[Cross-posted to In Medias Res]
I’d like to call upon the collective wisdom of the Front Porch Republic, to help me with a new class I’ll be teaching in the fall. This one is an attempt to pull together several long-standing interests of mine, and get a bunch of students to think with me about local government, alternative economics, environmentalism, and consumerism. I’m calling the class “Simplicity and Sustainability”; my hope for the course is that it will be focused equally on the national and international political and economic priorities and realities that can make difficult the kind of local and lifestyle control upon which “simplicity” depends, and on what we, as individuals and members of our communities, actually need to do and value in order to make “sustainability” a viable goal. As this will be the first time I’ve ever taught such a class, I have no illusions that I’ll be able to hit that sweet spot which will enable the students and me to focus thoughtfully upon both these themes, but we can try.
In some ways, this course will borrow from a class I blegged about previously, my upper-level course on “Capitalism, Socialism, and Localism.” But this won’t be a seminar for advanced students; more of an introductory course. Of course, I could just have them read all of my “simplicity” posts from years ago, but that would be vain of me and painful for them.
So what am I looking at? The work of Juliet Schor (whom I’ve talked about before), for one: The Overworked American, Plenitude, or collections she has contributed to, like The Consumer Society Reader or Do Americans Shop Too Much?–all of those are possibilities. Barry Schwartz’s wonderful The Paradox of Choice is, I think, an absolute must. I may make use of Radical Homemakers by Shannon Hayes, a book that I’ve recently made use of (and need to blog about sometime) in connection with some local food stuff I’ve involved my students in. Wendell Berry is an important possibility, of course, as may be E.F. Schumacher or Herman Daly. And those authors lead me to another consideration–the degree to which I want to make this a class that can align with some of the courses and programs here at Friends University that touch on Christianity, spiritual formation, intentional living, and social justice. A part of me wants to have the students read through the Dao De Jing together, and follow that up with The Tao of Pooh (which is, sincerely, a great little book). But in addition to that? Perhaps Thomas Merton, or Richard Foster? And how much philosophy do I want to bring into this anyway? There’s a part of me which sees very clearly the connection between the specialization, professionalization, and standardization of modern life, and how that makes it difficult for us to even conceive of more “simple” arrangement, and in that sense I would like to talk about one of my favorite books of the past few years, Matthew Crawford’s Shop Class as Soulcraft…but I recognize that the philosophical perspective he brings to bear on these questions just may be way over my students’ heads.

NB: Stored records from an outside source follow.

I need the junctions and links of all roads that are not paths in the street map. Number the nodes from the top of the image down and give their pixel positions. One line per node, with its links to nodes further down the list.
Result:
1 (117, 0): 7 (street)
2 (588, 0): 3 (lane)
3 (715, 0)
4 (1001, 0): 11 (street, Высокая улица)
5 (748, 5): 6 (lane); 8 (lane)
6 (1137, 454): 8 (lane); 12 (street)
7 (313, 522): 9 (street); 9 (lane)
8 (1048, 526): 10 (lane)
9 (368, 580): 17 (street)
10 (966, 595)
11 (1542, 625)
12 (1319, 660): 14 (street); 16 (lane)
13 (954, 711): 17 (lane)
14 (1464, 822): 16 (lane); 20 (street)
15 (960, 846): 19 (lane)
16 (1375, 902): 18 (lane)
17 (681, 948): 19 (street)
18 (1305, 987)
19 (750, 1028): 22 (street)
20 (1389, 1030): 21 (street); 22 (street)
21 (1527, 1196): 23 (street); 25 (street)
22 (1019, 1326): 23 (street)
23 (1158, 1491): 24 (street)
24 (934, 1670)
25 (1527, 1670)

Moreover, I shouldn’t stick with my favorites–I should stretch myself as well, and use the class as an opportunity to work through arguments which defend the complexity, the pace, the mobility and individuality, the busyness and anonymous dependency of modern capitalism and consumer culture: all these things that complicate the idea of living a simple, sustainable life. But I suppose that’s why I’m making this a blog post. What should am I missing, everyone? Any recommendations you may have, whether they’re books or films or anything else, whether they’re personal memoirs, economic studies, or religious works–throw them at me. And thanks.